* Your assignment *
With the pictures removed, the data below must be transcribed in full and exactly.

* Available records *
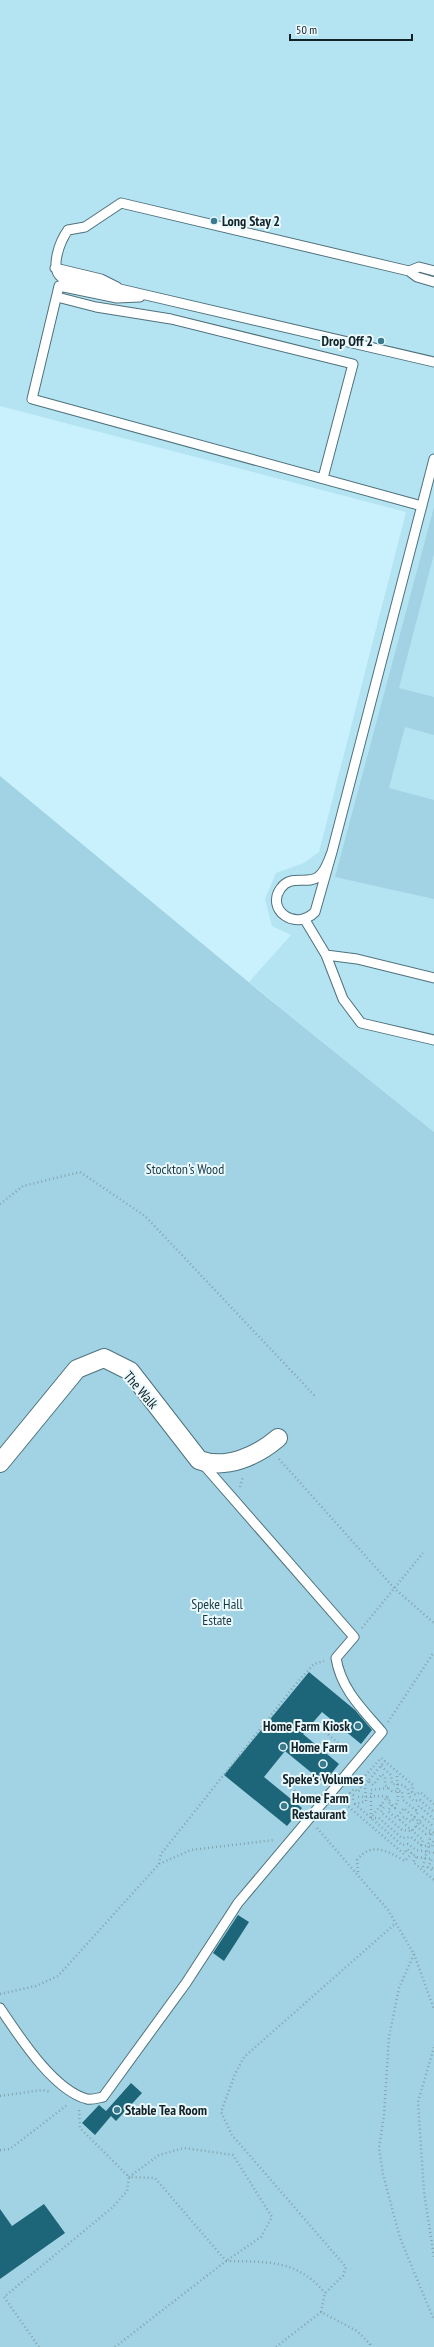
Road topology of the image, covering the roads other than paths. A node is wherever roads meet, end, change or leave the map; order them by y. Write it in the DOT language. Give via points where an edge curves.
graph roads {
  1 [pos="409,271"];
  2 [pos="434,271"];
  3 [pos="434,282"];
  4 [pos="149,296"];
  5 [pos="57,297"];
  6 [pos="434,362"];
  7 [pos="434,459"];
  8 [pos="323,478"];
  9 [pos="422,506"];
  10 [pos="332,852"];
  11 [pos="305,920"];
  12 [pos="326,955"];
  13 [pos="434,978"];
  14 [pos="434,1040"];
  15 [pos="273,1443"];
  16 [pos="200,1460"];
  17 [pos="0,1463"];
  18 [pos="0,2008"];
  1 -- 2 [label="lane" via="419,267"];
  1 -- 3 [label="lane" via="417,277"];
  1 -- 4 [label="lane" via="121,203 85,227 68,230 62,241 55,268 101,279 120,289"];
  4 -- 5 [label="lane" via="117,298 59,286"];
  4 -- 6 [label="lane"];
  5 -- 8 [label="lane" via="32,399"];
  5 -- 8 [label="lane" via="171,319 353,364"];
  7 -- 9 [label="lane"];
  8 -- 9 [label="lane"];
  9 -- 10 [label="lane"];
  10 -- 11 [label="lane" via="323,903"];
  10 -- 11 [label="lane" via="318,877 293,880 281,888 278,894 277,901 282,914 293,920"];
  11 -- 12 [label="lane"];
  12 -- 13 [label="lane" via="357,959"];
  12 -- 14 [label="lane" via="343,999 361,1023"];
  15 -- 16 [label="street" via="226,1464 211,1464"];
  16 -- 17 [label="street, The Walk" via="130,1372 104,1358 77,1369"];
  16 -- 18 [label="lane" via="354,1637 336,1658 339,1676 382,1732 238,1903 186,1983 103,2097 89,2100 79,2096 49,2074 21,2040"];
}
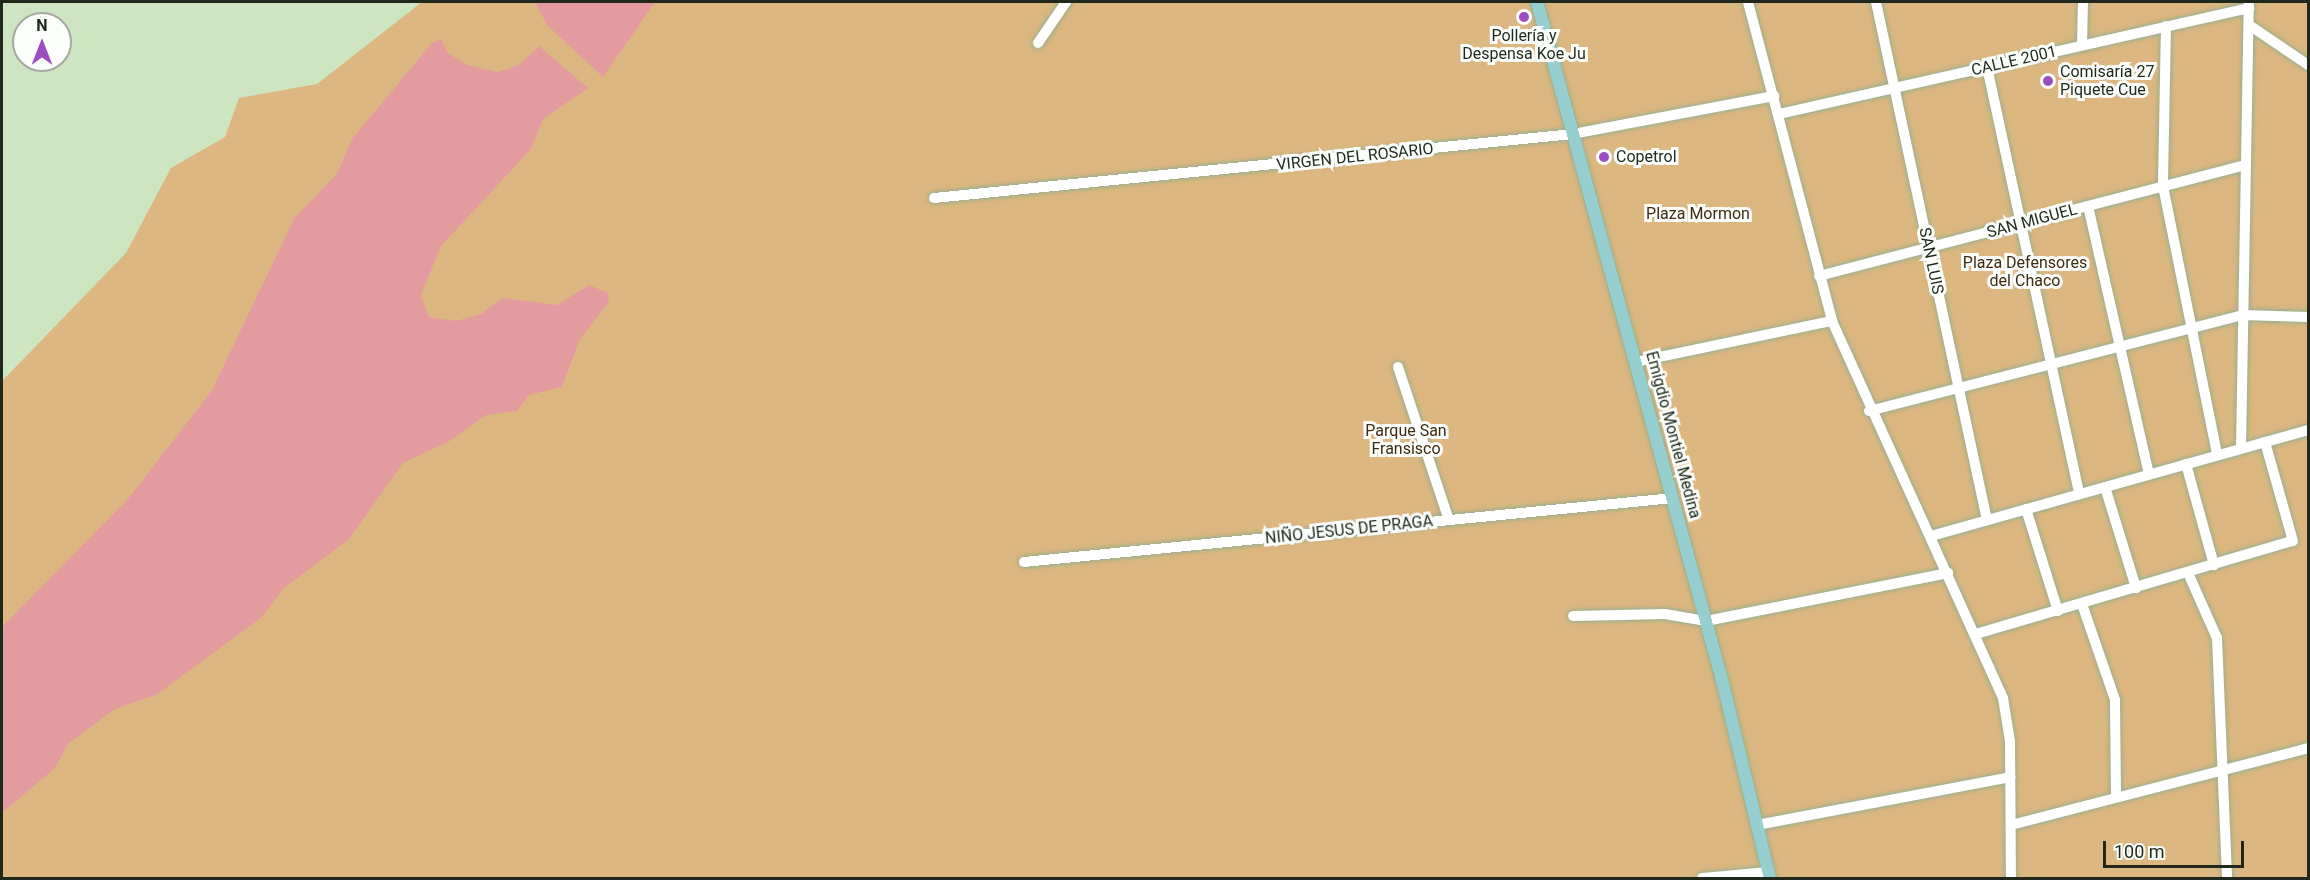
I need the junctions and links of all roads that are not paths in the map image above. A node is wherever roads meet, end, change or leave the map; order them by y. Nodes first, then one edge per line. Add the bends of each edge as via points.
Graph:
1 (1066, 2) edge
2 (1537, 2) edge
3 (1748, 2) edge
4 (1876, 2) edge
5 (2083, 2) edge
6 (2249, 5) edge
7 (2166, 26) junction
8 (2249, 26) junction
9 (1038, 43) dead end
10 (2082, 45) junction
11 (2308, 65) edge
12 (1987, 67) junction
13 (1894, 88) junction
14 (1774, 96) junction
15 (1779, 114) junction
16 (1573, 134) junction
17 (2245, 165) junction
18 (2163, 186) junction
19 (933, 198) dead end
20 (2088, 206) junction
21 (2020, 224) junction
22 (1929, 248) junction
23 (1819, 276) junction
24 (2242, 315) junction
25 (2308, 317) edge
26 (1832, 321) junction
27 (2192, 327) junction
28 (2120, 345) junction
29 (1635, 362) junction
30 (2050, 362) junction
31 (1398, 367) dead end
32 (1957, 386) junction
33 (1869, 411) junction
34 (2308, 430) edge
35 (2265, 442) junction
36 (2241, 448) junction
37 (2217, 455) junction
38 (2186, 464) junction
39 (2149, 474) junction
40 (2105, 487) junction
41 (2079, 494) junction
42 (1673, 498) junction
43 (2026, 509) junction
44 (1449, 520) junction
45 (1987, 520) junction
46 (1931, 536) junction
47 (1024, 562) dead end
48 (2214, 565) junction
49 (1948, 573) junction
50 (2188, 573) junction
51 (2136, 588) junction
52 (2082, 604) junction
53 (2058, 611) junction
54 (1573, 616) dead end
55 (1706, 621) junction
56 (1976, 634) junction
57 (2308, 748) edge
58 (2223, 769) junction
59 (2010, 777) junction
60 (2116, 795) junction
61 (1757, 825) junction
62 (2010, 825) junction
63 (1769, 875) edge
64 (1702, 879) edge
65 (2011, 879) edge
66 (2226, 879) edge

1 - 9 street
2 - 16 main road, Emigdio Montiel Medina
3 - 14 street
4 - 13 street, SAN LUIS
5 - 10 street
6 - 7 street, CALLE 2001
6 - 8 street
7 - 10 street, CALLE 2001
7 - 18 street
8 - 11 street
8 - 17 street
10 - 12 street, CALLE 2001
12 - 13 street, CALLE 2001
12 - 21 street
13 - 15 street, CALLE 2001
13 - 22 street, SAN LUIS
14 - 15 street
14 - 16 street, VIRGEN DEL ROSARIO
15 - 23 street
16 - 19 street, VIRGEN DEL ROSARIO
16 - 29 main road, Emigdio Montiel Medina
17 - 18 street, SAN MIGUEL
17 - 24 street
18 - 20 street, SAN MIGUEL
18 - 27 street
20 - 21 street, SAN MIGUEL
20 - 28 street
21 - 22 street, SAN MIGUEL
21 - 30 street
22 - 23 street, SAN MIGUEL
22 - 32 street, SAN LUIS
23 - 26 street
24 - 25 street
24 - 27 street
24 - 36 street
26 - 29 street
26 - 33 street
27 - 28 street
27 - 37 street
28 - 30 street
28 - 39 street
29 - 42 main road, Emigdio Montiel Medina
30 - 32 street
30 - 41 street
31 - 44 street
32 - 33 street
32 - 45 street, SAN LUIS
33 - 46 street
34 - 35 street
35 - 36 street
35 - 48 street via 2293,541
36 - 37 street
37 - 38 street
38 - 39 street
38 - 48 street
39 - 40 street
40 - 41 street
40 - 51 street
41 - 43 street
42 - 44 street, NIÑO JESUS DE PRAGA
42 - 55 main road, Emigdio Montiel Medina
43 - 45 street
43 - 53 street
44 - 47 street, NIÑO JESUS DE PRAGA
45 - 46 street
46 - 49 street
48 - 50 street
49 - 55 street
49 - 56 street
50 - 51 street
50 - 58 street via 2217,638
51 - 52 street
52 - 53 street
52 - 60 street via 2115,700
53 - 56 street
54 - 55 street via 1665,614
55 - 61 main road, Emigdio Montiel Medina
56 - 59 street via 2007,717
57 - 58 street
58 - 60 street
58 - 66 street
59 - 61 street
59 - 62 street
60 - 62 street
61 - 63 main road, Emigdio Montiel Medina
62 - 65 street
63 - 64 street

* Answer to this task *
Road topology of the image, covering the roads other than paths. A node is wherever roads meet, end, change or leave the map; order them by y. Write it in the DOT language. Give via points where an edge curves.
graph roads {
  1 [pos="409,271"];
  2 [pos="434,271"];
  3 [pos="434,282"];
  4 [pos="149,296"];
  5 [pos="57,297"];
  6 [pos="434,362"];
  7 [pos="434,459"];
  8 [pos="323,478"];
  9 [pos="422,506"];
  10 [pos="332,852"];
  11 [pos="305,920"];
  12 [pos="326,955"];
  13 [pos="434,978"];
  14 [pos="434,1040"];
  15 [pos="273,1443"];
  16 [pos="200,1460"];
  17 [pos="0,1463"];
  18 [pos="0,2008"];
  1 -- 2 [label="lane" via="419,267"];
  1 -- 3 [label="lane" via="417,277"];
  1 -- 4 [label="lane" via="121,203 85,227 68,230 62,241 55,268 101,279 120,289"];
  4 -- 5 [label="lane" via="117,298 59,286"];
  4 -- 6 [label="lane"];
  5 -- 8 [label="lane" via="32,399"];
  5 -- 8 [label="lane" via="171,319 353,364"];
  7 -- 9 [label="lane"];
  8 -- 9 [label="lane"];
  9 -- 10 [label="lane"];
  10 -- 11 [label="lane" via="323,903"];
  10 -- 11 [label="lane" via="318,877 293,880 281,888 278,894 277,901 282,914 293,920"];
  11 -- 12 [label="lane"];
  12 -- 13 [label="lane" via="357,959"];
  12 -- 14 [label="lane" via="343,999 361,1023"];
  15 -- 16 [label="street" via="226,1464 211,1464"];
  16 -- 17 [label="street, The Walk" via="130,1372 104,1358 77,1369"];
  16 -- 18 [label="lane" via="354,1637 336,1658 339,1676 382,1732 238,1903 186,1983 103,2097 89,2100 79,2096 49,2074 21,2040"];
}
I need the junctions and links of all roads that are not paths in the map image above. A node is wherever roads meet, end, change or leave the map; order them by y. Nodes first, then one edge per line. Add the bends of each edge as via points.
Graph:
1 (1066, 2) edge
2 (1537, 2) edge
3 (1748, 2) edge
4 (1876, 2) edge
5 (2083, 2) edge
6 (2249, 5) edge
7 (2166, 26) junction
8 (2249, 26) junction
9 (1038, 43) dead end
10 (2082, 45) junction
11 (2308, 65) edge
12 (1987, 67) junction
13 (1894, 88) junction
14 (1774, 96) junction
15 (1779, 114) junction
16 (1573, 134) junction
17 (2245, 165) junction
18 (2163, 186) junction
19 (933, 198) dead end
20 (2088, 206) junction
21 (2020, 224) junction
22 (1929, 248) junction
23 (1819, 276) junction
24 (2242, 315) junction
25 (2308, 317) edge
26 (1832, 321) junction
27 (2192, 327) junction
28 (2120, 345) junction
29 (1635, 362) junction
30 (2050, 362) junction
31 (1398, 367) dead end
32 (1957, 386) junction
33 (1869, 411) junction
34 (2308, 430) edge
35 (2265, 442) junction
36 (2241, 448) junction
37 (2217, 455) junction
38 (2186, 464) junction
39 (2149, 474) junction
40 (2105, 487) junction
41 (2079, 494) junction
42 (1673, 498) junction
43 (2026, 509) junction
44 (1449, 520) junction
45 (1987, 520) junction
46 (1931, 536) junction
47 (1024, 562) dead end
48 (2214, 565) junction
49 (1948, 573) junction
50 (2188, 573) junction
51 (2136, 588) junction
52 (2082, 604) junction
53 (2058, 611) junction
54 (1573, 616) dead end
55 (1706, 621) junction
56 (1976, 634) junction
57 (2308, 748) edge
58 (2223, 769) junction
59 (2010, 777) junction
60 (2116, 795) junction
61 (1757, 825) junction
62 (2010, 825) junction
63 (1769, 875) edge
64 (1702, 879) edge
65 (2011, 879) edge
66 (2226, 879) edge

1 - 9 street
2 - 16 main road, Emigdio Montiel Medina
3 - 14 street
4 - 13 street, SAN LUIS
5 - 10 street
6 - 7 street, CALLE 2001
6 - 8 street
7 - 10 street, CALLE 2001
7 - 18 street
8 - 11 street
8 - 17 street
10 - 12 street, CALLE 2001
12 - 13 street, CALLE 2001
12 - 21 street
13 - 15 street, CALLE 2001
13 - 22 street, SAN LUIS
14 - 15 street
14 - 16 street, VIRGEN DEL ROSARIO
15 - 23 street
16 - 19 street, VIRGEN DEL ROSARIO
16 - 29 main road, Emigdio Montiel Medina
17 - 18 street, SAN MIGUEL
17 - 24 street
18 - 20 street, SAN MIGUEL
18 - 27 street
20 - 21 street, SAN MIGUEL
20 - 28 street
21 - 22 street, SAN MIGUEL
21 - 30 street
22 - 23 street, SAN MIGUEL
22 - 32 street, SAN LUIS
23 - 26 street
24 - 25 street
24 - 27 street
24 - 36 street
26 - 29 street
26 - 33 street
27 - 28 street
27 - 37 street
28 - 30 street
28 - 39 street
29 - 42 main road, Emigdio Montiel Medina
30 - 32 street
30 - 41 street
31 - 44 street
32 - 33 street
32 - 45 street, SAN LUIS
33 - 46 street
34 - 35 street
35 - 36 street
35 - 48 street via 2293,541
36 - 37 street
37 - 38 street
38 - 39 street
38 - 48 street
39 - 40 street
40 - 41 street
40 - 51 street
41 - 43 street
42 - 44 street, NIÑO JESUS DE PRAGA
42 - 55 main road, Emigdio Montiel Medina
43 - 45 street
43 - 53 street
44 - 47 street, NIÑO JESUS DE PRAGA
45 - 46 street
46 - 49 street
48 - 50 street
49 - 55 street
49 - 56 street
50 - 51 street
50 - 58 street via 2217,638
51 - 52 street
52 - 53 street
52 - 60 street via 2115,700
53 - 56 street
54 - 55 street via 1665,614
55 - 61 main road, Emigdio Montiel Medina
56 - 59 street via 2007,717
57 - 58 street
58 - 60 street
58 - 66 street
59 - 61 street
59 - 62 street
60 - 62 street
61 - 63 main road, Emigdio Montiel Medina
62 - 65 street
63 - 64 street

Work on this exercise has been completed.